START Available records
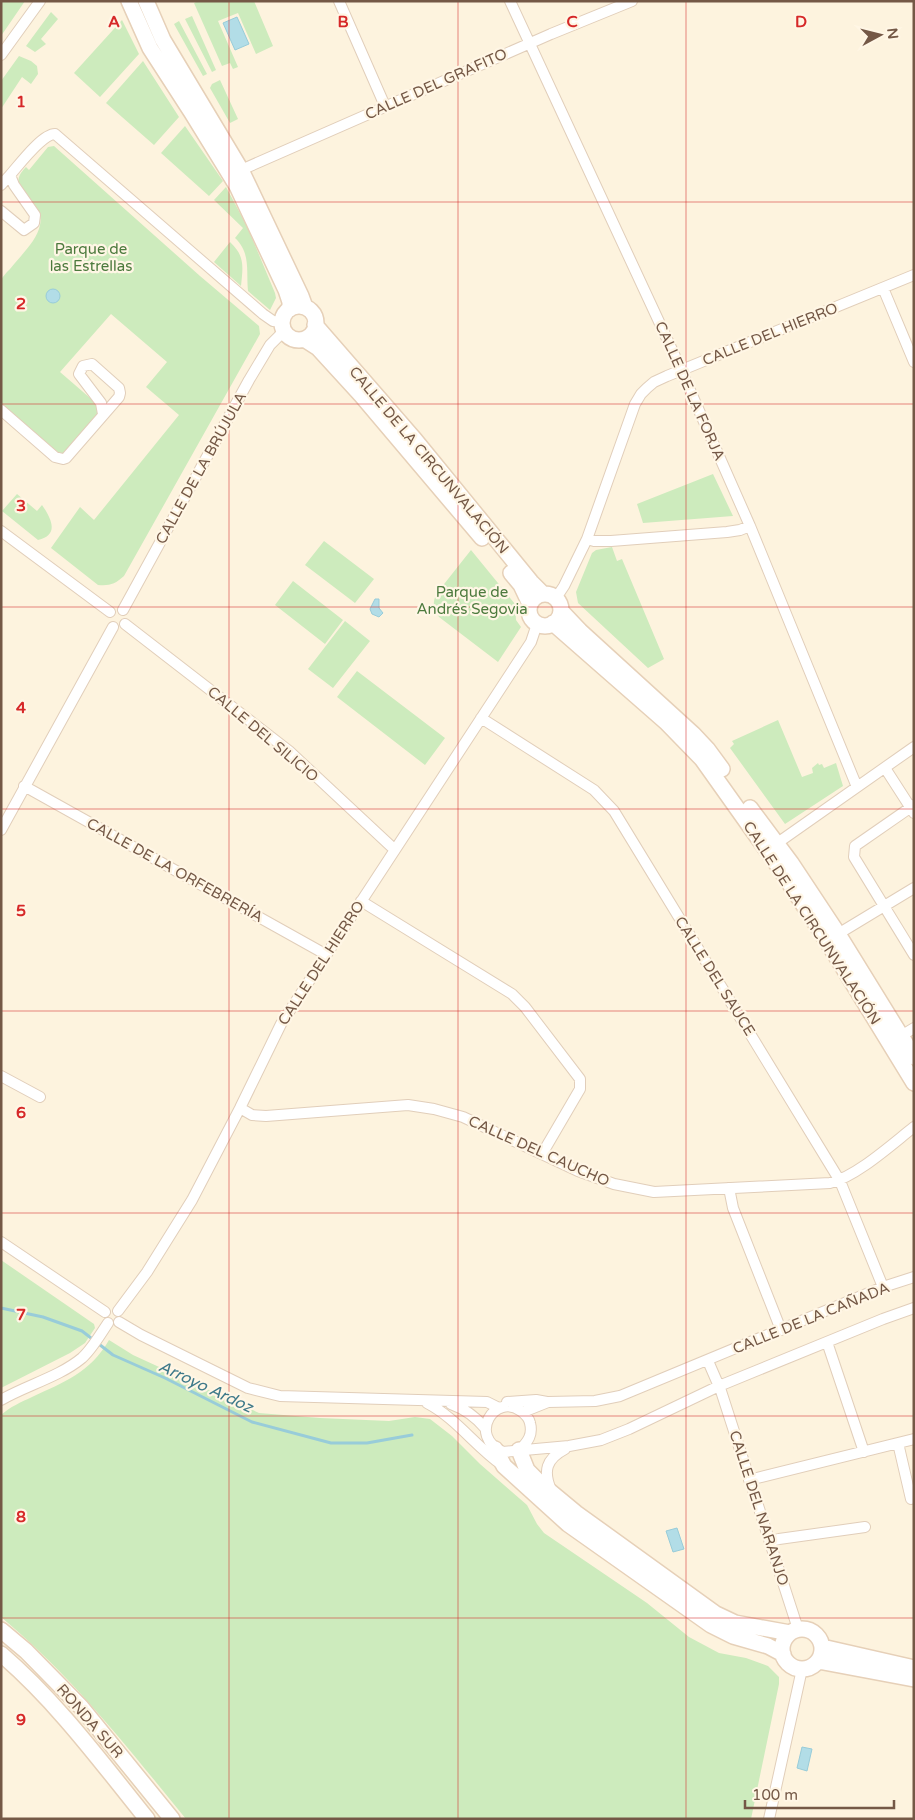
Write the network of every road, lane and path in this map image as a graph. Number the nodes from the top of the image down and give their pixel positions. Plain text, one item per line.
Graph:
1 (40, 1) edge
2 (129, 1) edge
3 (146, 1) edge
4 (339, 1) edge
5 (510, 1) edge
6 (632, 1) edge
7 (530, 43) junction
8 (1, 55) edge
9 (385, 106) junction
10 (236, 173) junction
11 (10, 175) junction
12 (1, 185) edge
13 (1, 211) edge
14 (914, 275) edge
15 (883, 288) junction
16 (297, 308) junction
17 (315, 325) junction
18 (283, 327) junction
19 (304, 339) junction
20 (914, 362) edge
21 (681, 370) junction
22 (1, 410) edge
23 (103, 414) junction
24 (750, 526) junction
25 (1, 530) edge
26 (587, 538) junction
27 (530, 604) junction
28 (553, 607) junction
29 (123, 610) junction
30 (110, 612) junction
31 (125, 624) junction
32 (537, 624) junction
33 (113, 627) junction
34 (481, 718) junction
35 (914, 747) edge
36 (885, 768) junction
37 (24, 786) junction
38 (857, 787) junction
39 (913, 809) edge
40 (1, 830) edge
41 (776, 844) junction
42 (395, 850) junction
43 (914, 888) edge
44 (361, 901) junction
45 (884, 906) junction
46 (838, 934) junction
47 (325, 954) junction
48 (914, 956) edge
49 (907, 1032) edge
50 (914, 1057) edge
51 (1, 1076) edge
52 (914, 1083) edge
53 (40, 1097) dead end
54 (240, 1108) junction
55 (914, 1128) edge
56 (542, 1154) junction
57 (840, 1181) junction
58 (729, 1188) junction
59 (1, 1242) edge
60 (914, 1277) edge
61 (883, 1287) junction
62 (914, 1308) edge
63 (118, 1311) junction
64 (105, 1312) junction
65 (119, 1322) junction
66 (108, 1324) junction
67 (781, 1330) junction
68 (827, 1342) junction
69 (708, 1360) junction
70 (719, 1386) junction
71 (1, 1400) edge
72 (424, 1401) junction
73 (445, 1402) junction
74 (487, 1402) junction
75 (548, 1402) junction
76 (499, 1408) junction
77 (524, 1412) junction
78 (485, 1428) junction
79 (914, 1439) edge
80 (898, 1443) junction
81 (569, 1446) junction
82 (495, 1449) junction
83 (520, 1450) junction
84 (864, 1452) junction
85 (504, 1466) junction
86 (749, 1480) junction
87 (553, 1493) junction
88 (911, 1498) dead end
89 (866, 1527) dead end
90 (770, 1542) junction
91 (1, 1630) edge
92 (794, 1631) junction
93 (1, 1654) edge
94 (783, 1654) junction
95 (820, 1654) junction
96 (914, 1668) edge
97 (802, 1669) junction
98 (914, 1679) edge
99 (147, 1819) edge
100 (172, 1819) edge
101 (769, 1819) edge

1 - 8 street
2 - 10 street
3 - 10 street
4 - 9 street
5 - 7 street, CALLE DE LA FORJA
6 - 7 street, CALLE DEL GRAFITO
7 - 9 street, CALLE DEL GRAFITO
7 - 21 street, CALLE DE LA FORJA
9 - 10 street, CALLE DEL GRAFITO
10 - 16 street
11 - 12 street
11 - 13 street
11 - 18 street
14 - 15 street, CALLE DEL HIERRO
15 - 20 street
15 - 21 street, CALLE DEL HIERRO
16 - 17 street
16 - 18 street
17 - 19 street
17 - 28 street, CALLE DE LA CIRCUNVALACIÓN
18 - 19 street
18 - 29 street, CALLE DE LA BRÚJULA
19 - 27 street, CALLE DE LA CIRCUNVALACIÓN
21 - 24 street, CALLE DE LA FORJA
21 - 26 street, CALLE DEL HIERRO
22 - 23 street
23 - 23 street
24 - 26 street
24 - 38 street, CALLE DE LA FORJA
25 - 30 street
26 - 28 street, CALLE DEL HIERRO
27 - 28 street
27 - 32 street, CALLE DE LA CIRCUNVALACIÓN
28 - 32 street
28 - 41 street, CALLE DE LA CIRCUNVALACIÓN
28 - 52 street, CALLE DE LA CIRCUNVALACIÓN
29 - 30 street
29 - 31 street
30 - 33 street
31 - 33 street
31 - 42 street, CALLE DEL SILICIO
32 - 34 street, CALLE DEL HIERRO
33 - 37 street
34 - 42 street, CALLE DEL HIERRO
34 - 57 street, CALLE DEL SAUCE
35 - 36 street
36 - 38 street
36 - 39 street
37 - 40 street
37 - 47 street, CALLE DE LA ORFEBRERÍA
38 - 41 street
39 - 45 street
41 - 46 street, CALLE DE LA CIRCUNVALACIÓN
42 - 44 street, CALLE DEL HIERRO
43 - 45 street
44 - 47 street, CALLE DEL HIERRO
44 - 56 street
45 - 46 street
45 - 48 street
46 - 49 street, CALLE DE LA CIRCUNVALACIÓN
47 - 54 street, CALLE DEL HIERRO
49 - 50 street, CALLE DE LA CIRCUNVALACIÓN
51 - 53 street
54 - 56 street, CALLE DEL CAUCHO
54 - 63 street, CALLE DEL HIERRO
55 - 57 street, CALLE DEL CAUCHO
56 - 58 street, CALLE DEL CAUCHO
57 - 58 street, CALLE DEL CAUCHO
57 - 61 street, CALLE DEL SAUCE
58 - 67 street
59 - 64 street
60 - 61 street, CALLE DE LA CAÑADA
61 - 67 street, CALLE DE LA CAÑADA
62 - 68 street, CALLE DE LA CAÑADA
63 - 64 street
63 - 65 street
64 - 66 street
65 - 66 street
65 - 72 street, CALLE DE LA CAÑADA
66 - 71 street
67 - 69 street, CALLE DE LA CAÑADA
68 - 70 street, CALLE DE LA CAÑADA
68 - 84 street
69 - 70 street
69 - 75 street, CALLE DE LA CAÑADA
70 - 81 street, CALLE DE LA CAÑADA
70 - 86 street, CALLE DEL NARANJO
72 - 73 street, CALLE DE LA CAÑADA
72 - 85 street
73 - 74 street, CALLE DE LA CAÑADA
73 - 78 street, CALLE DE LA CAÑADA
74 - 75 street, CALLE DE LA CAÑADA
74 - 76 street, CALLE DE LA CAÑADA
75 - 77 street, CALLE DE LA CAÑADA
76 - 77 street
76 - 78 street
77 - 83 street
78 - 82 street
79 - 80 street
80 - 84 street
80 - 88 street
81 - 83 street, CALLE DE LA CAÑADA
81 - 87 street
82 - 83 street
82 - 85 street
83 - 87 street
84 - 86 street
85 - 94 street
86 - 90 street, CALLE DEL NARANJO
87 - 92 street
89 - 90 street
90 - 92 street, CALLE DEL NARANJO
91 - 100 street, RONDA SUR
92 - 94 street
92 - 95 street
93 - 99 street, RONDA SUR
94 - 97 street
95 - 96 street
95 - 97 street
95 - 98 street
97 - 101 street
END Available records
Try it: With the pictures dropped, give every entry above again exactly.

Solution:
Write the network of every road, lane and path in this map image as a graph. Number the nodes from the top of the image down and give their pixel positions. Plain text, one item per line.
Graph:
1 (40, 1) edge
2 (129, 1) edge
3 (146, 1) edge
4 (339, 1) edge
5 (510, 1) edge
6 (632, 1) edge
7 (530, 43) junction
8 (1, 55) edge
9 (385, 106) junction
10 (236, 173) junction
11 (10, 175) junction
12 (1, 185) edge
13 (1, 211) edge
14 (914, 275) edge
15 (883, 288) junction
16 (297, 308) junction
17 (315, 325) junction
18 (283, 327) junction
19 (304, 339) junction
20 (914, 362) edge
21 (681, 370) junction
22 (1, 410) edge
23 (103, 414) junction
24 (750, 526) junction
25 (1, 530) edge
26 (587, 538) junction
27 (530, 604) junction
28 (553, 607) junction
29 (123, 610) junction
30 (110, 612) junction
31 (125, 624) junction
32 (537, 624) junction
33 (113, 627) junction
34 (481, 718) junction
35 (914, 747) edge
36 (885, 768) junction
37 (24, 786) junction
38 (857, 787) junction
39 (913, 809) edge
40 (1, 830) edge
41 (776, 844) junction
42 (395, 850) junction
43 (914, 888) edge
44 (361, 901) junction
45 (884, 906) junction
46 (838, 934) junction
47 (325, 954) junction
48 (914, 956) edge
49 (907, 1032) edge
50 (914, 1057) edge
51 (1, 1076) edge
52 (914, 1083) edge
53 (40, 1097) dead end
54 (240, 1108) junction
55 (914, 1128) edge
56 (542, 1154) junction
57 (840, 1181) junction
58 (729, 1188) junction
59 (1, 1242) edge
60 (914, 1277) edge
61 (883, 1287) junction
62 (914, 1308) edge
63 (118, 1311) junction
64 (105, 1312) junction
65 (119, 1322) junction
66 (108, 1324) junction
67 (781, 1330) junction
68 (827, 1342) junction
69 (708, 1360) junction
70 (719, 1386) junction
71 (1, 1400) edge
72 (424, 1401) junction
73 (445, 1402) junction
74 (487, 1402) junction
75 (548, 1402) junction
76 (499, 1408) junction
77 (524, 1412) junction
78 (485, 1428) junction
79 (914, 1439) edge
80 (898, 1443) junction
81 (569, 1446) junction
82 (495, 1449) junction
83 (520, 1450) junction
84 (864, 1452) junction
85 (504, 1466) junction
86 (749, 1480) junction
87 (553, 1493) junction
88 (911, 1498) dead end
89 (866, 1527) dead end
90 (770, 1542) junction
91 (1, 1630) edge
92 (794, 1631) junction
93 (1, 1654) edge
94 (783, 1654) junction
95 (820, 1654) junction
96 (914, 1668) edge
97 (802, 1669) junction
98 (914, 1679) edge
99 (147, 1819) edge
100 (172, 1819) edge
101 (769, 1819) edge

1 - 8 street
2 - 10 street
3 - 10 street
4 - 9 street
5 - 7 street, CALLE DE LA FORJA
6 - 7 street, CALLE DEL GRAFITO
7 - 9 street, CALLE DEL GRAFITO
7 - 21 street, CALLE DE LA FORJA
9 - 10 street, CALLE DEL GRAFITO
10 - 16 street
11 - 12 street
11 - 13 street
11 - 18 street
14 - 15 street, CALLE DEL HIERRO
15 - 20 street
15 - 21 street, CALLE DEL HIERRO
16 - 17 street
16 - 18 street
17 - 19 street
17 - 28 street, CALLE DE LA CIRCUNVALACIÓN
18 - 19 street
18 - 29 street, CALLE DE LA BRÚJULA
19 - 27 street, CALLE DE LA CIRCUNVALACIÓN
21 - 24 street, CALLE DE LA FORJA
21 - 26 street, CALLE DEL HIERRO
22 - 23 street
23 - 23 street
24 - 26 street
24 - 38 street, CALLE DE LA FORJA
25 - 30 street
26 - 28 street, CALLE DEL HIERRO
27 - 28 street
27 - 32 street, CALLE DE LA CIRCUNVALACIÓN
28 - 32 street
28 - 41 street, CALLE DE LA CIRCUNVALACIÓN
28 - 52 street, CALLE DE LA CIRCUNVALACIÓN
29 - 30 street
29 - 31 street
30 - 33 street
31 - 33 street
31 - 42 street, CALLE DEL SILICIO
32 - 34 street, CALLE DEL HIERRO
33 - 37 street
34 - 42 street, CALLE DEL HIERRO
34 - 57 street, CALLE DEL SAUCE
35 - 36 street
36 - 38 street
36 - 39 street
37 - 40 street
37 - 47 street, CALLE DE LA ORFEBRERÍA
38 - 41 street
39 - 45 street
41 - 46 street, CALLE DE LA CIRCUNVALACIÓN
42 - 44 street, CALLE DEL HIERRO
43 - 45 street
44 - 47 street, CALLE DEL HIERRO
44 - 56 street
45 - 46 street
45 - 48 street
46 - 49 street, CALLE DE LA CIRCUNVALACIÓN
47 - 54 street, CALLE DEL HIERRO
49 - 50 street, CALLE DE LA CIRCUNVALACIÓN
51 - 53 street
54 - 56 street, CALLE DEL CAUCHO
54 - 63 street, CALLE DEL HIERRO
55 - 57 street, CALLE DEL CAUCHO
56 - 58 street, CALLE DEL CAUCHO
57 - 58 street, CALLE DEL CAUCHO
57 - 61 street, CALLE DEL SAUCE
58 - 67 street
59 - 64 street
60 - 61 street, CALLE DE LA CAÑADA
61 - 67 street, CALLE DE LA CAÑADA
62 - 68 street, CALLE DE LA CAÑADA
63 - 64 street
63 - 65 street
64 - 66 street
65 - 66 street
65 - 72 street, CALLE DE LA CAÑADA
66 - 71 street
67 - 69 street, CALLE DE LA CAÑADA
68 - 70 street, CALLE DE LA CAÑADA
68 - 84 street
69 - 70 street
69 - 75 street, CALLE DE LA CAÑADA
70 - 81 street, CALLE DE LA CAÑADA
70 - 86 street, CALLE DEL NARANJO
72 - 73 street, CALLE DE LA CAÑADA
72 - 85 street
73 - 74 street, CALLE DE LA CAÑADA
73 - 78 street, CALLE DE LA CAÑADA
74 - 75 street, CALLE DE LA CAÑADA
74 - 76 street, CALLE DE LA CAÑADA
75 - 77 street, CALLE DE LA CAÑADA
76 - 77 street
76 - 78 street
77 - 83 street
78 - 82 street
79 - 80 street
80 - 84 street
80 - 88 street
81 - 83 street, CALLE DE LA CAÑADA
81 - 87 street
82 - 83 street
82 - 85 street
83 - 87 street
84 - 86 street
85 - 94 street
86 - 90 street, CALLE DEL NARANJO
87 - 92 street
89 - 90 street
90 - 92 street, CALLE DEL NARANJO
91 - 100 street, RONDA SUR
92 - 94 street
92 - 95 street
93 - 99 street, RONDA SUR
94 - 97 street
95 - 96 street
95 - 97 street
95 - 98 street
97 - 101 street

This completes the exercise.